L'église Notre-Dame, la bibliothèque et le cégep

L'administration municipale de Granby est confrontée à un défi de taille à multiples volets avec l'église mère de Granby dont la Ville a pris possession il y a quelques mois: la nécessité de trouver un nouvel usage à cet important édifice du centre-ville, la nécessité aussi d'agrandir ou de déménager la bibliothèque municipale, un service public qui est à ce point à l'étroit dans ses locaux attenants à l'hôtel de ville qu'il n'est pas en mesure d'y présenter tout ce qu'il reçoit et possède comme livres et documentation, de tenir tout ce qu'il devrait comme activités, bref, d'être à la hauteur des normes gouvernementales et des attentes de la population pour une ville de l'importance de Granby. À ce casse-tête s'ajoutent par ailleurs les besoins du cégep, une institution du voisinage de l'église qui est elle aussi à court d'espace.
Refusant de voir le dossier repoussé aux calendes grecques, le maire Pascal Bonin veut que le comité municipal de la culture en soit saisi dès les prochains mois. Et pourquoi pas, puisque la Ville est maintenant propriétaire de l'église et qu'il faut bien qu'elle serve à quelque chose? Que ce soit pour abriter une bibliothèque, des services du cégep ou à d'autres fins éducatives ou culturelles, de sorte que l'investissement requis en réaménagement et entretien se justifie et que les besoins à combler le soient. Ça ne peut pas demeurer un monument vide acquis juste pour préserver l'église mère de Granby. La Ville n'est pas obligée de sauver et garder toutes les églises qui se vident. D'autant plus qu'elle en a déjà acquis deux autres.
Les coûts de transformation et réaménagement de l'église Notre-Dame en bibliothèque qu'on estimait à 7 ou 8 millions$ il y a quelques années ont graduellement gonflé à 10 millions,$ puis à 12 et 14 millions$. Le maire Bonin parle maintenant de quelque 20 millions$. Impossible pour la Ville de s'aventurer dans pareil projet sans de fortes subventions. Et à ce compte, peut-être que le cégep ne l'est pas davantage parce qu'il faudrait bien pour lui aussi transformer et réaménager pour satisfaire ses besoins. Est-ce que cette église pourrait, à moindres frais, servir à d'autres fins acceptables pour la collectivité? Parce que, par respect, on ne peut pas faire n'importe quoi avec une église, même abandonnée comme lieu de culte.
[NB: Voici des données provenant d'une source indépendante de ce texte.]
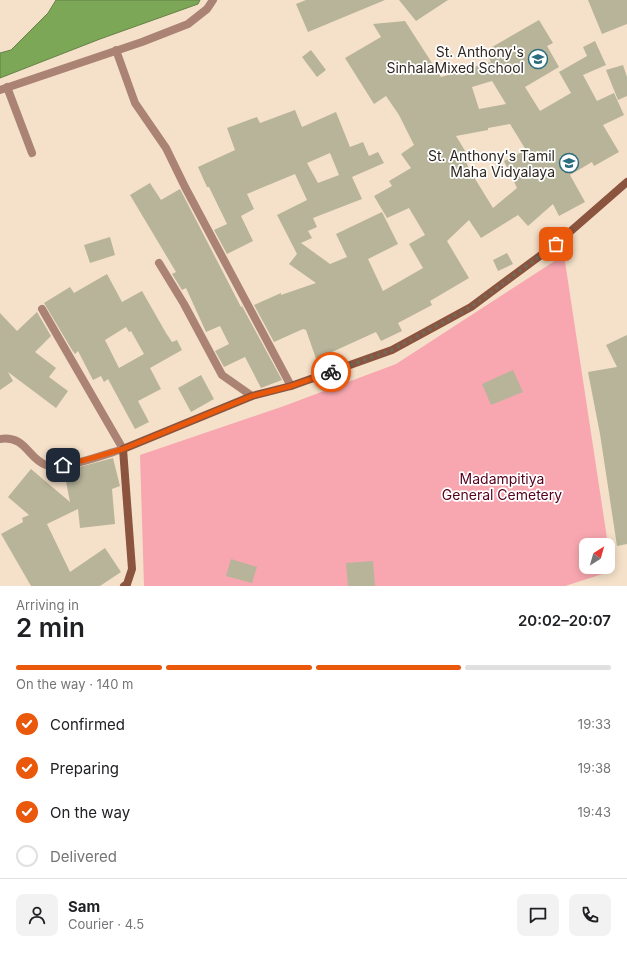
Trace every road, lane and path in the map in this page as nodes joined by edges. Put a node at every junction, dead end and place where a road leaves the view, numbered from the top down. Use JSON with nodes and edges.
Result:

Quel serait le coût d'un édifice tout neuf pour une bibliothèque? Ou d'un étage additionnel sur l'édifice où elle loge actuellement? Y a-t-il un emplacement convenable au centre-ville en supposant qu'on oublie celui de l'église? La Ville est-elle elle-même à court d'espace et prête à envahir les locaux de l'actuelle bibliothèque advenant sa relocalisation? Le cégep, qui veut prendre de l'expansion, est-il intéressé par le site et le bâtiment de l'église? Est-il prêt à investir tout ce qui serait requis pour l'occuper? A-t-il les yeux sur d'autres sites, dont l'ancienne usine Hafner par exemple? Y a-t-il, comme en parle le maire sans élaborer, d'autres changements de vocation et réaménagements possibles au centre-ville?
Les questions sont nombreuses, les avenues explorées coûteuses et peu connues de la population dans leurs détails à tout le moins. Aussi, faut-il que le conseil s'y arrête parce qu'il faut bien faire quelque chose avec cette église, en même temps que satisfaire les besoins du cégep et de la bibliothèque. Mais si les gros sous des pouvoirs supérieurs ne sont pas au rendez-vous pour la transformation et les réaménagements requis, il y a peu de chances de voir la bibliothèque ou le cégep emménager dans l'église mère de Granby. Les contribuables diront NON. Surtout s'il est sensiblement moins coûteux de regarder ailleurs ou d'y aller avec du neuf. Et la question de l'usage de l'église Notre-Dame restera alors entière. À moins que la Ville et le cégep unissent leurs efforts et qu'il y ait partenariat avec d'autres intervenants (mais lesquels?) pour trouver une solution originale et satisfaisante pour toutes les parties et la collectivité à la fois.